[Stored items]

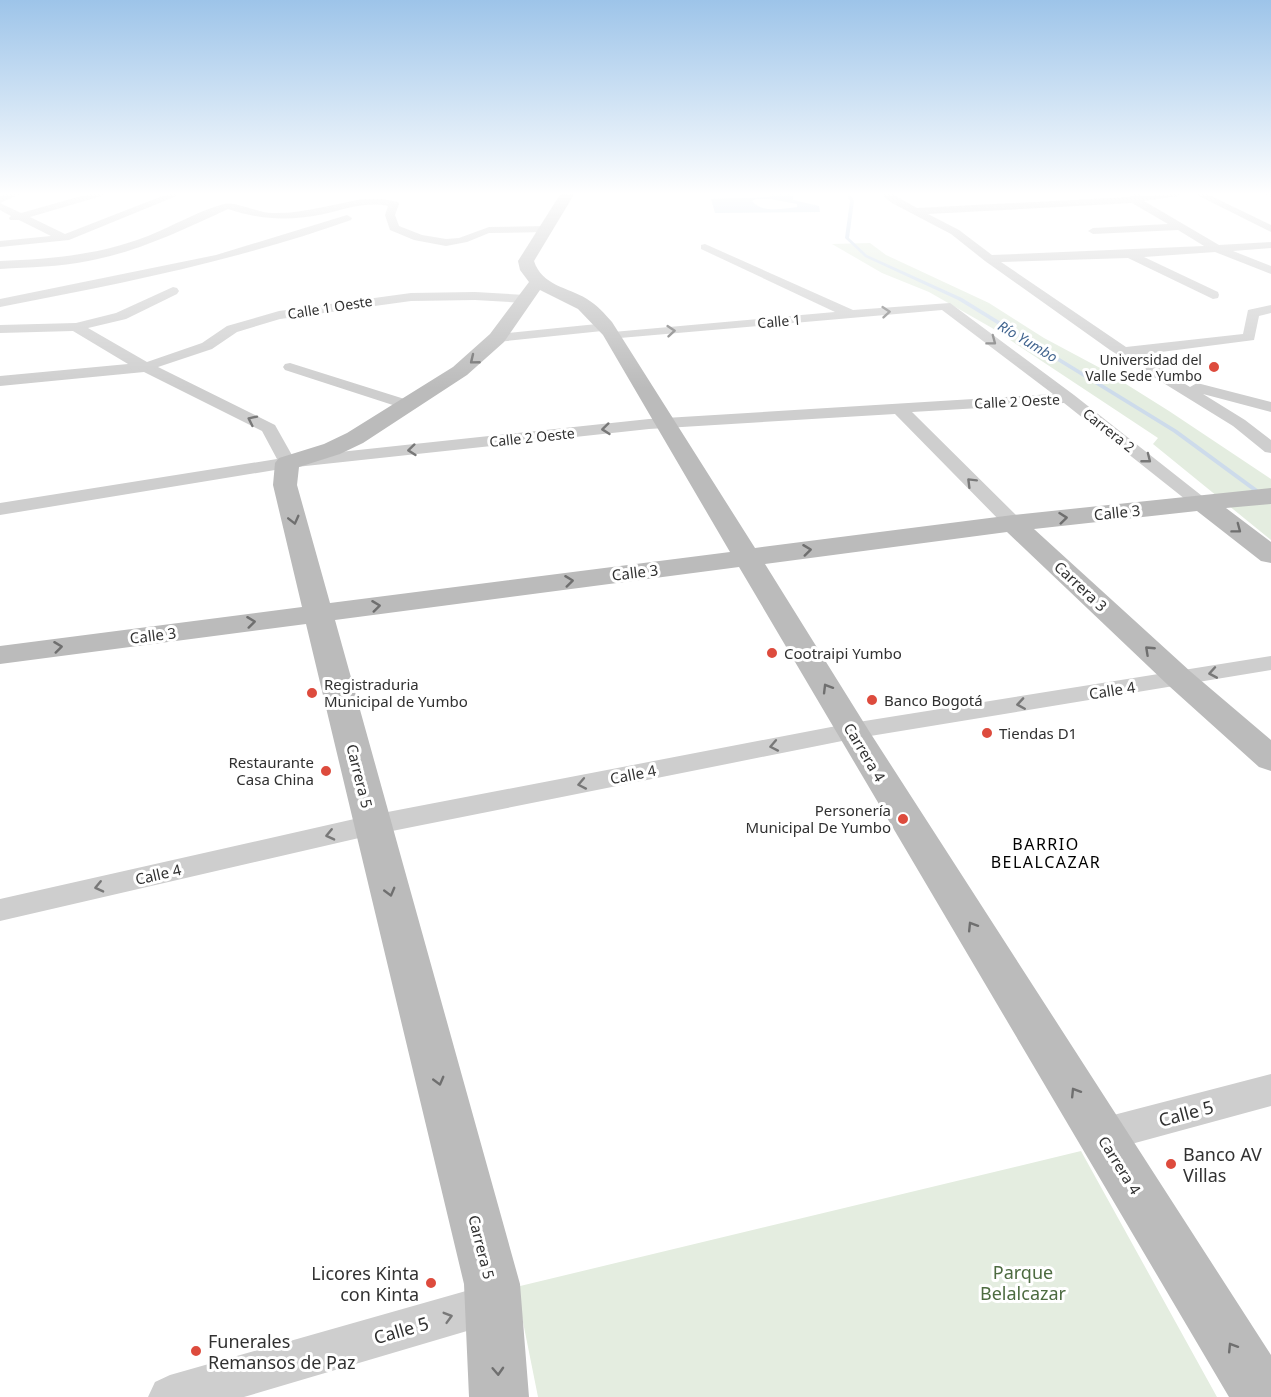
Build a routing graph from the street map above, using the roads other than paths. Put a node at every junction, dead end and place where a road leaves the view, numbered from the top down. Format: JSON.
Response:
{"nodes":[{"id":1,"x":17,"y":258,"type":"edge"},
{"id":2,"x":84,"y":258,"type":"edge"},
{"id":3,"x":213,"y":258,"type":"edge"},
{"id":4,"x":528,"y":258,"type":"edge"},
{"id":5,"x":729,"y":258,"type":"edge"},
{"id":6,"x":1012,"y":258,"type":"edge"},
{"id":7,"x":1139,"y":258,"type":"edge"},
{"id":8,"x":1241,"y":258,"type":"edge"},
{"id":9,"x":989,"y":259,"type":"joint"},
{"id":10,"x":1,"y":265,"type":"edge"},
{"id":11,"x":1271,"y":270,"type":"edge"},
{"id":12,"x":173,"y":291,"type":"dead end"},
{"id":13,"x":531,"y":291,"type":"junction"},
{"id":14,"x":1214,"y":295,"type":"dead end"},
{"id":15,"x":0,"y":303,"type":"edge"},
{"id":16,"x":945,"y":306,"type":"joint"},
{"id":17,"x":1271,"y":309,"type":"edge"},
{"id":18,"x":852,"y":315,"type":"junction"},
{"id":19,"x":4,"y":327,"type":"edge"},
{"id":20,"x":76,"y":327,"type":"junction"},
{"id":21,"x":610,"y":331,"type":"junction"},
{"id":22,"x":497,"y":338,"type":"junction"},
{"id":23,"x":1124,"y":352,"type":"junction"},
{"id":24,"x":139,"y":364,"type":"junction"},
{"id":25,"x":0,"y":367,"type":"edge"},
{"id":26,"x":290,"y":367,"type":"dead end"},
{"id":27,"x":0,"y":381,"type":"edge"},
{"id":28,"x":1174,"y":382,"type":"junction"},
{"id":29,"x":1068,"y":398,"type":"junction"},
{"id":30,"x":408,"y":405,"type":"junction"},
{"id":31,"x":897,"y":407,"type":"junction"},
{"id":32,"x":1271,"y":407,"type":"edge"},
{"id":33,"x":1271,"y":422,"type":"edge"},
{"id":34,"x":664,"y":423,"type":"junction"},
{"id":35,"x":1239,"y":423,"type":"junction"},
{"id":36,"x":1271,"y":448,"type":"edge"},
{"id":37,"x":287,"y":463,"type":"junction"},
{"id":38,"x":1271,"y":496,"type":"edge"},
{"id":39,"x":1202,"y":503,"type":"junction"},
{"id":40,"x":0,"y":509,"type":"edge"},
{"id":41,"x":1013,"y":523,"type":"junction"},
{"id":42,"x":1271,"y":555,"type":"edge"},
{"id":43,"x":749,"y":557,"type":"junction"},
{"id":44,"x":318,"y":614,"type":"junction"},
{"id":45,"x":0,"y":655,"type":"edge"},
{"id":46,"x":1271,"y":663,"type":"edge"},
{"id":47,"x":1180,"y":679,"type":"junction"},
{"id":48,"x":852,"y":730,"type":"junction"},
{"id":49,"x":1271,"y":759,"type":"edge"},
{"id":50,"x":372,"y":825,"type":"junction"},
{"id":51,"x":0,"y":910,"type":"edge"},
{"id":52,"x":1271,"y":1090,"type":"edge"},
{"id":53,"x":1101,"y":1136,"type":"junction"},
{"id":54,"x":494,"y":1304,"type":"junction"},
{"id":55,"x":170,"y":1397,"type":"edge"},
{"id":56,"x":499,"y":1397,"type":"edge"},
{"id":57,"x":1263,"y":1397,"type":"edge"}],
"edges":[{"from":1,"to":10,"type":"street"},
{"from":2,"to":10,"type":"street"},
{"from":3,"to":15,"type":"street"},
{"from":4,"to":13,"type":"main road"},
{"from":5,"to":18,"type":"street"},
{"from":6,"to":9,"type":"street"},
{"from":7,"to":14,"type":"street"},
{"from":8,"to":11,"type":"street"},
{"from":9,"to":23,"type":"street"},
{"from":12,"to":20,"type":"street"},
{"from":13,"to":21,"type":"main road","name":"Carrera 4"},
{"from":13,"to":22,"type":"main road"},
{"from":13,"to":24,"type":"street","name":"Calle 1 Oeste"},
{"from":18,"to":16,"type":"street","name":"Calle 1","one_way":true},
{"from":16,"to":29,"type":"street","name":"Carrera 2","one_way":true},
{"from":17,"to":23,"type":"street"},
{"from":21,"to":18,"type":"street","name":"Calle 1","one_way":true},
{"from":19,"to":20,"type":"street"},
{"from":20,"to":24,"type":"street"},
{"from":21,"to":22,"type":"street","name":"Calle 1"},
{"from":21,"to":34,"type":"main road","name":"Carrera 4"},
{"from":22,"to":30,"type":"main road","one_way":true},
{"from":23,"to":28,"type":"street"},
{"from":24,"to":25,"type":"street","name":"Calle 1 Oeste"},
{"from":24,"to":27,"type":"street","name":"Calle 1 Oeste"},
{"from":37,"to":24,"type":"street","name":"Calle 1 Oeste","one_way":true},
{"from":26,"to":30,"type":"street"},
{"from":28,"to":32,"type":"street"},
{"from":28,"to":35,"type":"street"},
{"from":29,"to":31,"type":"street","name":"Calle 2 Oeste"},
{"from":29,"to":39,"type":"street","name":"Carrera 2","one_way":true},
{"from":30,"to":37,"type":"main road"},
{"from":31,"to":34,"type":"street","name":"Calle 2 Oeste"},
{"from":41,"to":31,"type":"street","name":"Carrera 3","one_way":true},
{"from":33,"to":35,"type":"street"},
{"from":34,"to":37,"type":"street","name":"Calle 2 Oeste","one_way":true},
{"from":34,"to":43,"type":"main road","name":"Carrera 4"},
{"from":35,"to":36,"type":"street"},
{"from":37,"to":40,"type":"street","name":"Calle 2 Oeste"},
{"from":37,"to":44,"type":"main road","name":"Carrera 5","one_way":true},
{"from":38,"to":39,"type":"main road","name":"Calle 3"},
{"from":41,"to":39,"type":"main road","name":"Calle 3","one_way":true},
{"from":39,"to":42,"type":"main road","name":"Carrera 2","one_way":true},
{"from":43,"to":41,"type":"main road","name":"Calle 3","one_way":true},
{"from":47,"to":41,"type":"main road","name":"Carrera 3","one_way":true},
{"from":44,"to":43,"type":"main road","name":"Calle 3","one_way":true},
{"from":48,"to":43,"type":"main road","name":"Carrera 4","one_way":true},
{"from":45,"to":44,"type":"main road","name":"Calle 3","one_way":true},
{"from":44,"to":50,"type":"main road","name":"Carrera 5"},
{"from":46,"to":47,"type":"street","name":"Calle 4","one_way":true},
{"from":47,"to":48,"type":"street","name":"Calle 4","one_way":true},
{"from":47,"to":49,"type":"main road","name":"Carrera 3"},
{"from":48,"to":50,"type":"street","name":"Calle 4","one_way":true},
{"from":53,"to":48,"type":"main road","name":"Carrera 4","one_way":true},
{"from":50,"to":51,"type":"street","name":"Calle 4","one_way":true},
{"from":50,"to":54,"type":"main road","name":"Carrera 5","one_way":true},
{"from":52,"to":53,"type":"street","name":"Calle 5"},
{"from":57,"to":53,"type":"main road","name":"Carrera 4","one_way":true},
{"from":55,"to":54,"type":"street","name":"Calle 5","one_way":true},
{"from":54,"to":56,"type":"main road","name":"Carrera 5","one_way":true}]}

Directions: Please output the data above exactly as given, omitting every picture.

Answer to this task:
Build a routing graph from the street map above, using the roads other than paths. Put a node at every junction, dead end and place where a road leaves the view, numbered from the top down. Format: JSON.
Response:
{"nodes":[{"id":1,"x":17,"y":258,"type":"edge"},
{"id":2,"x":84,"y":258,"type":"edge"},
{"id":3,"x":213,"y":258,"type":"edge"},
{"id":4,"x":528,"y":258,"type":"edge"},
{"id":5,"x":729,"y":258,"type":"edge"},
{"id":6,"x":1012,"y":258,"type":"edge"},
{"id":7,"x":1139,"y":258,"type":"edge"},
{"id":8,"x":1241,"y":258,"type":"edge"},
{"id":9,"x":989,"y":259,"type":"joint"},
{"id":10,"x":1,"y":265,"type":"edge"},
{"id":11,"x":1271,"y":270,"type":"edge"},
{"id":12,"x":173,"y":291,"type":"dead end"},
{"id":13,"x":531,"y":291,"type":"junction"},
{"id":14,"x":1214,"y":295,"type":"dead end"},
{"id":15,"x":0,"y":303,"type":"edge"},
{"id":16,"x":945,"y":306,"type":"joint"},
{"id":17,"x":1271,"y":309,"type":"edge"},
{"id":18,"x":852,"y":315,"type":"junction"},
{"id":19,"x":4,"y":327,"type":"edge"},
{"id":20,"x":76,"y":327,"type":"junction"},
{"id":21,"x":610,"y":331,"type":"junction"},
{"id":22,"x":497,"y":338,"type":"junction"},
{"id":23,"x":1124,"y":352,"type":"junction"},
{"id":24,"x":139,"y":364,"type":"junction"},
{"id":25,"x":0,"y":367,"type":"edge"},
{"id":26,"x":290,"y":367,"type":"dead end"},
{"id":27,"x":0,"y":381,"type":"edge"},
{"id":28,"x":1174,"y":382,"type":"junction"},
{"id":29,"x":1068,"y":398,"type":"junction"},
{"id":30,"x":408,"y":405,"type":"junction"},
{"id":31,"x":897,"y":407,"type":"junction"},
{"id":32,"x":1271,"y":407,"type":"edge"},
{"id":33,"x":1271,"y":422,"type":"edge"},
{"id":34,"x":664,"y":423,"type":"junction"},
{"id":35,"x":1239,"y":423,"type":"junction"},
{"id":36,"x":1271,"y":448,"type":"edge"},
{"id":37,"x":287,"y":463,"type":"junction"},
{"id":38,"x":1271,"y":496,"type":"edge"},
{"id":39,"x":1202,"y":503,"type":"junction"},
{"id":40,"x":0,"y":509,"type":"edge"},
{"id":41,"x":1013,"y":523,"type":"junction"},
{"id":42,"x":1271,"y":555,"type":"edge"},
{"id":43,"x":749,"y":557,"type":"junction"},
{"id":44,"x":318,"y":614,"type":"junction"},
{"id":45,"x":0,"y":655,"type":"edge"},
{"id":46,"x":1271,"y":663,"type":"edge"},
{"id":47,"x":1180,"y":679,"type":"junction"},
{"id":48,"x":852,"y":730,"type":"junction"},
{"id":49,"x":1271,"y":759,"type":"edge"},
{"id":50,"x":372,"y":825,"type":"junction"},
{"id":51,"x":0,"y":910,"type":"edge"},
{"id":52,"x":1271,"y":1090,"type":"edge"},
{"id":53,"x":1101,"y":1136,"type":"junction"},
{"id":54,"x":494,"y":1304,"type":"junction"},
{"id":55,"x":170,"y":1397,"type":"edge"},
{"id":56,"x":499,"y":1397,"type":"edge"},
{"id":57,"x":1263,"y":1397,"type":"edge"}],
"edges":[{"from":1,"to":10,"type":"street"},
{"from":2,"to":10,"type":"street"},
{"from":3,"to":15,"type":"street"},
{"from":4,"to":13,"type":"main road"},
{"from":5,"to":18,"type":"street"},
{"from":6,"to":9,"type":"street"},
{"from":7,"to":14,"type":"street"},
{"from":8,"to":11,"type":"street"},
{"from":9,"to":23,"type":"street"},
{"from":12,"to":20,"type":"street"},
{"from":13,"to":21,"type":"main road","name":"Carrera 4"},
{"from":13,"to":22,"type":"main road"},
{"from":13,"to":24,"type":"street","name":"Calle 1 Oeste"},
{"from":18,"to":16,"type":"street","name":"Calle 1","one_way":true},
{"from":16,"to":29,"type":"street","name":"Carrera 2","one_way":true},
{"from":17,"to":23,"type":"street"},
{"from":21,"to":18,"type":"street","name":"Calle 1","one_way":true},
{"from":19,"to":20,"type":"street"},
{"from":20,"to":24,"type":"street"},
{"from":21,"to":22,"type":"street","name":"Calle 1"},
{"from":21,"to":34,"type":"main road","name":"Carrera 4"},
{"from":22,"to":30,"type":"main road","one_way":true},
{"from":23,"to":28,"type":"street"},
{"from":24,"to":25,"type":"street","name":"Calle 1 Oeste"},
{"from":24,"to":27,"type":"street","name":"Calle 1 Oeste"},
{"from":37,"to":24,"type":"street","name":"Calle 1 Oeste","one_way":true},
{"from":26,"to":30,"type":"street"},
{"from":28,"to":32,"type":"street"},
{"from":28,"to":35,"type":"street"},
{"from":29,"to":31,"type":"street","name":"Calle 2 Oeste"},
{"from":29,"to":39,"type":"street","name":"Carrera 2","one_way":true},
{"from":30,"to":37,"type":"main road"},
{"from":31,"to":34,"type":"street","name":"Calle 2 Oeste"},
{"from":41,"to":31,"type":"street","name":"Carrera 3","one_way":true},
{"from":33,"to":35,"type":"street"},
{"from":34,"to":37,"type":"street","name":"Calle 2 Oeste","one_way":true},
{"from":34,"to":43,"type":"main road","name":"Carrera 4"},
{"from":35,"to":36,"type":"street"},
{"from":37,"to":40,"type":"street","name":"Calle 2 Oeste"},
{"from":37,"to":44,"type":"main road","name":"Carrera 5","one_way":true},
{"from":38,"to":39,"type":"main road","name":"Calle 3"},
{"from":41,"to":39,"type":"main road","name":"Calle 3","one_way":true},
{"from":39,"to":42,"type":"main road","name":"Carrera 2","one_way":true},
{"from":43,"to":41,"type":"main road","name":"Calle 3","one_way":true},
{"from":47,"to":41,"type":"main road","name":"Carrera 3","one_way":true},
{"from":44,"to":43,"type":"main road","name":"Calle 3","one_way":true},
{"from":48,"to":43,"type":"main road","name":"Carrera 4","one_way":true},
{"from":45,"to":44,"type":"main road","name":"Calle 3","one_way":true},
{"from":44,"to":50,"type":"main road","name":"Carrera 5"},
{"from":46,"to":47,"type":"street","name":"Calle 4","one_way":true},
{"from":47,"to":48,"type":"street","name":"Calle 4","one_way":true},
{"from":47,"to":49,"type":"main road","name":"Carrera 3"},
{"from":48,"to":50,"type":"street","name":"Calle 4","one_way":true},
{"from":53,"to":48,"type":"main road","name":"Carrera 4","one_way":true},
{"from":50,"to":51,"type":"street","name":"Calle 4","one_way":true},
{"from":50,"to":54,"type":"main road","name":"Carrera 5","one_way":true},
{"from":52,"to":53,"type":"street","name":"Calle 5"},
{"from":57,"to":53,"type":"main road","name":"Carrera 4","one_way":true},
{"from":55,"to":54,"type":"street","name":"Calle 5","one_way":true},
{"from":54,"to":56,"type":"main road","name":"Carrera 5","one_way":true}]}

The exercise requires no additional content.